Monday, February 19, 2007

Arthur Clennam

If you have never read Charles Dickens' Little Dorrit, you have missed out on one of the most perfect opening chapters in English Lit. The rest of the book is all right if you like that sort of thing. The following poem is excerpted from a character sketch of the "romantic lead" in the book, in which the debtors' prison Marshalsea looms large.
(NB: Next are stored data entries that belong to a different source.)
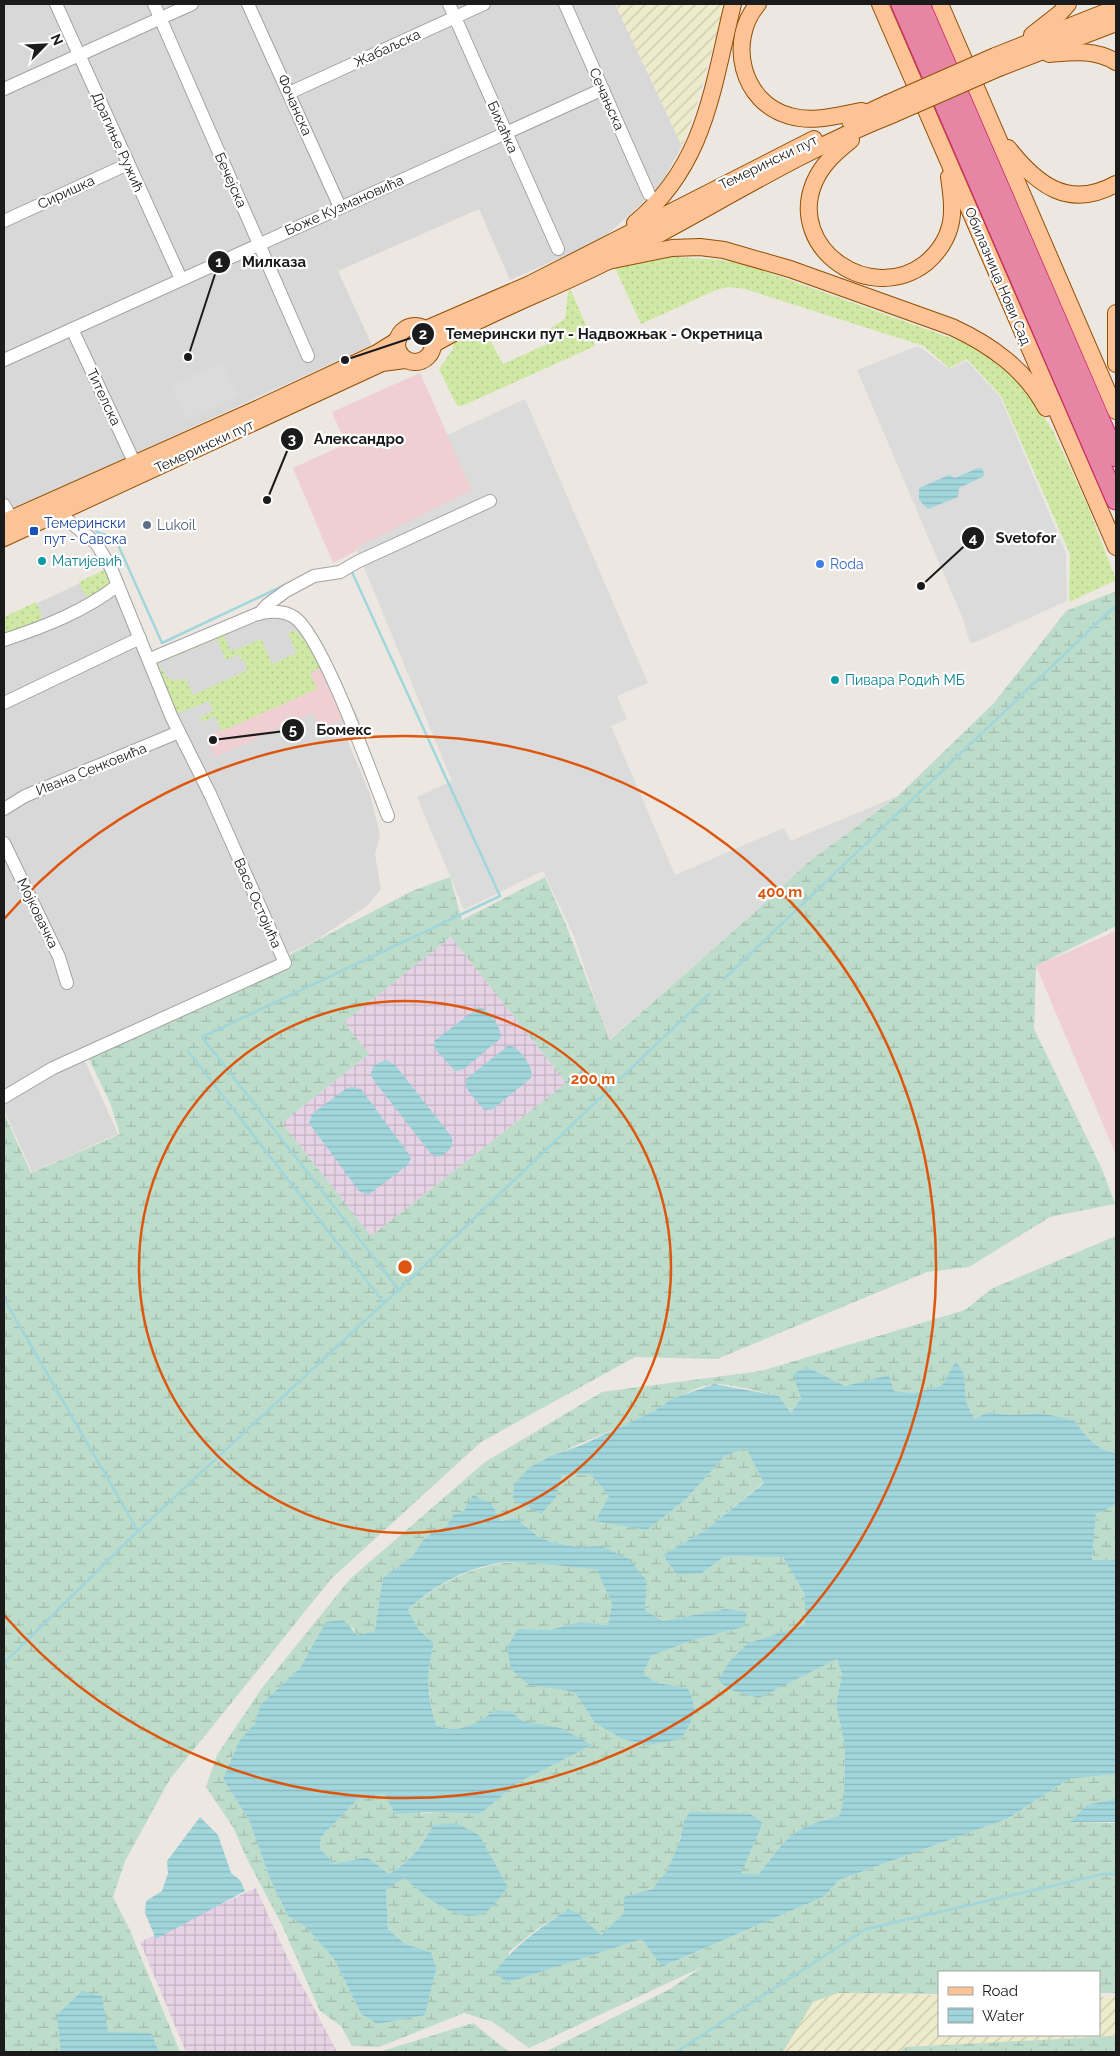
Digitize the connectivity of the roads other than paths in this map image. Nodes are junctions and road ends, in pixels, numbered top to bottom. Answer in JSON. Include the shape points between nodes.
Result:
{"nodes":[{"id":1,"x":56,"y":4,"type":"edge"},
{"id":2,"x":154,"y":4,"type":"edge"},
{"id":3,"x":192,"y":4,"type":"edge"},
{"id":4,"x":248,"y":4,"type":"edge"},
{"id":5,"x":449,"y":4,"type":"edge"},
{"id":6,"x":484,"y":4,"type":"edge"},
{"id":7,"x":565,"y":4,"type":"edge"},
{"id":8,"x":733,"y":4,"type":"edge"},
{"id":9,"x":758,"y":4,"type":"edge"},
{"id":10,"x":867,"y":4,"type":"edge"},
{"id":11,"x":880,"y":4,"type":"edge"},
{"id":12,"x":902,"y":4,"type":"edge"},
{"id":13,"x":920,"y":4,"type":"edge"},
{"id":14,"x":940,"y":4,"type":"edge"},
{"id":15,"x":944,"y":4,"type":"edge"},
{"id":16,"x":1068,"y":4,"type":"edge"},
{"id":17,"x":1116,"y":8,"type":"edge"},
{"id":18,"x":455,"y":17,"type":"junction"},
{"id":19,"x":160,"y":18,"type":"junction"},
{"id":20,"x":948,"y":21,"type":"junction"},
{"id":21,"x":1116,"y":23,"type":"edge"},
{"id":22,"x":894,"y":36,"type":"junction"},
{"id":23,"x":1020,"y":53,"type":"junction"},
{"id":24,"x":79,"y":55,"type":"junction"},
{"id":25,"x":1116,"y":62,"type":"edge"},
{"id":26,"x":4,"y":89,"type":"edge"},
{"id":27,"x":603,"y":89,"type":"junction"},
{"id":28,"x":289,"y":93,"type":"junction"},
{"id":29,"x":886,"y":108,"type":"junction"},
{"id":30,"x":870,"y":124,"type":"junction"},
{"id":31,"x":505,"y":133,"type":"junction"},
{"id":32,"x":996,"y":134,"type":"junction"},
{"id":33,"x":947,"y":159,"type":"junction"},
{"id":34,"x":128,"y":164,"type":"junction"},
{"id":35,"x":1116,"y":184,"type":"edge"},
{"id":36,"x":649,"y":194,"type":"dead end"},
{"id":37,"x":340,"y":207,"type":"junction"},
{"id":38,"x":4,"y":221,"type":"edge"},
{"id":39,"x":258,"y":243,"type":"junction"},
{"id":40,"x":558,"y":249,"type":"dead end"},
{"id":41,"x":607,"y":254,"type":"junction"},
{"id":42,"x":181,"y":279,"type":"junction"},
{"id":43,"x":1116,"y":313,"type":"edge"},
{"id":44,"x":72,"y":329,"type":"junction"},
{"id":45,"x":426,"y":329,"type":"junction"},
{"id":46,"x":398,"y":340,"type":"junction"},
{"id":47,"x":434,"y":344,"type":"junction"},
{"id":48,"x":308,"y":356,"type":"dead end"},
{"id":49,"x":4,"y":360,"type":"edge"},
{"id":50,"x":405,"y":360,"type":"junction"},
{"id":51,"x":1116,"y":364,"type":"edge"},
{"id":52,"x":1116,"y":412,"type":"edge"},
{"id":53,"x":1074,"y":451,"type":"junction"},
{"id":54,"x":1116,"y":457,"type":"edge"},
{"id":55,"x":135,"y":464,"type":"junction"},
{"id":56,"x":1116,"y":500,"type":"edge"},
{"id":57,"x":490,"y":501,"type":"dead end"},
{"id":58,"x":61,"y":512,"type":"junction"},
{"id":59,"x":8,"y":523,"type":"edge"},
{"id":60,"x":1116,"y":547,"type":"edge"},
{"id":61,"x":118,"y":585,"type":"junction"},
{"id":62,"x":259,"y":614,"type":"junction"},
{"id":63,"x":140,"y":638,"type":"junction"},
{"id":64,"x":4,"y":640,"type":"edge"},
{"id":65,"x":150,"y":659,"type":"junction"},
{"id":66,"x":4,"y":703,"type":"edge"},
{"id":67,"x":180,"y":732,"type":"junction"},
{"id":68,"x":4,"y":809,"type":"edge"},
{"id":69,"x":388,"y":816,"type":"dead end"},
{"id":70,"x":4,"y":843,"type":"edge"},
{"id":71,"x":67,"y":984,"type":"dead end"},
{"id":72,"x":4,"y":1097,"type":"edge"}],
"edges":[{"from":1,"to":24,"type":"street","name":"Драгиње Ружић"},
{"from":2,"to":19,"type":"street","name":"Бечејска"},
{"from":3,"to":19,"type":"street"},
{"from":4,"to":28,"type":"street","name":"Фочанска"},
{"from":5,"to":18,"type":"street","name":"Бихаћка"},
{"from":6,"to":18,"type":"street","name":"Жабаљска"},
{"from":7,"to":27,"type":"street","name":"Сечањска"},
{"from":8,"to":41,"type":"main road","via":[[700,133],[682,170],[672,186]]},
{"from":9,"to":29,"type":"main road","via":[[744,29],[741,52],[748,80],[760,98],[778,112],[801,118]]},
{"from":10,"to":22,"type":"main road"},
{"from":11,"to":22,"type":"main road","name":"Обилазница Нови Сад"},
{"from":12,"to":56,"type":"highway"},
{"from":13,"to":54,"type":"highway"},
{"from":14,"to":20,"type":"main road"},
{"from":15,"to":20,"type":"main road"},
{"from":16,"to":23,"type":"main road"},
{"from":17,"to":23,"type":"main road","name":"Темерински пут"},
{"from":18,"to":28,"type":"street","name":"Жабаљска"},
{"from":18,"to":31,"type":"street","name":"Бихаћка"},
{"from":19,"to":24,"type":"street"},
{"from":19,"to":39,"type":"street","name":"Бечејска"},
{"from":20,"to":32,"type":"main road"},
{"from":21,"to":23,"type":"main road","name":"Темерински пут"},
{"from":22,"to":33,"type":"main road","name":"Обилазница Нови Сад"},
{"from":23,"to":25,"type":"main road","via":[[1089,52]]},
{"from":23,"to":29,"type":"main road","name":"Темерински пут","bridge":true},
{"from":24,"to":26,"type":"street"},
{"from":24,"to":34,"type":"street","name":"Драгиње Ружић"},
{"from":27,"to":31,"type":"street","name":"Боже Кузмановића"},
{"from":27,"to":36,"type":"street","name":"Сечањска"},
{"from":28,"to":37,"type":"street","name":"Фочанска"},
{"from":29,"to":30,"type":"main road","name":"Темерински пут"},
{"from":29,"to":41,"type":"main road","name":"Темерински пут","via":[[710,190]]},
{"from":30,"to":33,"type":"main road","via":[[823,166],[810,197],[809,214],[817,240],[832,260],[850,272],[872,278],[897,277],[920,268],[934,256],[951,223]]},
{"from":30,"to":41,"type":"main road","name":"Темерински пут"},
{"from":31,"to":37,"type":"street","name":"Боже Кузмановића"},
{"from":31,"to":40,"type":"street","name":"Бихаћка"},
{"from":32,"to":35,"type":"main road","via":[[1034,178],[1049,187],[1082,194]]},
{"from":32,"to":52,"type":"main road"},
{"from":33,"to":53,"type":"main road","name":"Обилазница Нови Сад"},
{"from":34,"to":38,"type":"street","name":"Сиришка"},
{"from":34,"to":42,"type":"street","name":"Драгиње Ружић"},
{"from":37,"to":39,"type":"street","name":"Боже Кузмановића"},
{"from":39,"to":42,"type":"street","name":"Боже Кузмановића"},
{"from":39,"to":48,"type":"street","name":"Бечејска"},
{"from":41,"to":45,"type":"main road","name":"Темерински пут"},
{"from":41,"to":47,"type":"main road","name":"Темерински пут"},
{"from":41,"to":53,"type":"main road","via":[[700,247],[724,250],[790,269],[952,327],[987,345],[1016,368],[1035,390]]},
{"from":42,"to":44,"type":"street","name":"Боже Кузмановића"},
{"from":43,"to":51,"type":"main road"},
{"from":44,"to":49,"type":"street","name":"Боже Кузмановића"},
{"from":44,"to":55,"type":"street","name":"Тителска"},
{"from":45,"to":46,"type":"main road","via":[[409,328],[400,334]]},
{"from":45,"to":47,"type":"main road"},
{"from":46,"to":50,"type":"main road","via":[[398,351]]},
{"from":46,"to":55,"type":"main road","name":"Темерински пут"},
{"from":47,"to":50,"type":"main road","via":[[426,359],[416,362]]},
{"from":50,"to":58,"type":"main road","name":"Темерински пут","via":[[382,363]]},
{"from":53,"to":60,"type":"main road","name":"Обилазница Нови Сад"},
{"from":55,"to":59,"type":"main road","name":"Темерински пут"},
{"from":57,"to":62,"type":"street","via":[[345,569],[314,576],[286,591]]},
{"from":58,"to":59,"type":"main road","name":"Темерински пут"},
{"from":58,"to":61,"type":"street","name":"Васе Остојића","via":[[96,543]]},
{"from":61,"to":63,"type":"street","name":"Васе Остојића"},
{"from":61,"to":64,"type":"street","via":[[54,622]]},
{"from":62,"to":65,"type":"street"},
{"from":62,"to":69,"type":"street","via":[[271,611],[293,616],[309,635],[336,688]]},
{"from":63,"to":65,"type":"street","name":"Васе Остојића"},
{"from":63,"to":66,"type":"street"},
{"from":65,"to":67,"type":"street","name":"Васе Остојића"},
{"from":67,"to":68,"type":"street","name":"Ивана Сенковића","via":[[25,796]]},
{"from":67,"to":72,"type":"street","name":"Васе Остојића","via":[[285,964],[53,1068]]},
{"from":70,"to":71,"type":"street","name":"Мојковачка","via":[[59,956]]}]}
I am too old to chase the sun.
I shall turn round to face the night.
I shall go to the dark alone,
I shall resign my hope of light.

With shoulders squared I go, lit by
My sterling character, to be
Bowed down and smeared and shaded nigh
The shadow of the Marshalsea.

I am too proud to help myself,
Too shamed to mourn my loss of pride,
Too old to chase the sun of love,
Too young to face the other side.

I dare not hope to be redeemed,
I have not strength to rise above
The shadow I once raised her from
Who raised another with her love.

I dare not hope to be thus loved,
Who loved but vainly ere today;
I dare not trust the love of one
Whom love has sent so far away.

And so, too tall to enter here
Without my shoulders bowing low,
Too sterling-bright, I bow and smear,
And into Marshalsea I go.

I am too young to face the night,
And yet too old to hope for day.
To save my honor, that I lose,
And for another’s crimes I pay.

I now resign my hope of light,
And go into the dark alone.
At least my name can do no harm
Though maybe I cannot atone.

Too old for day, too young for night,
Too proud to covet freedom’s air,
That will I breathe but when she comes
Whose hope of coming I’ll not dare.

And yet into this tomb I take
The knowledge that I kept me right;
This little solace may repay
Me when I rise again less bright.

And if she comes, and if I rise
And once more day shall bless my sight,
Hers shall I be, the finding hers,
And hers alone the dawning light.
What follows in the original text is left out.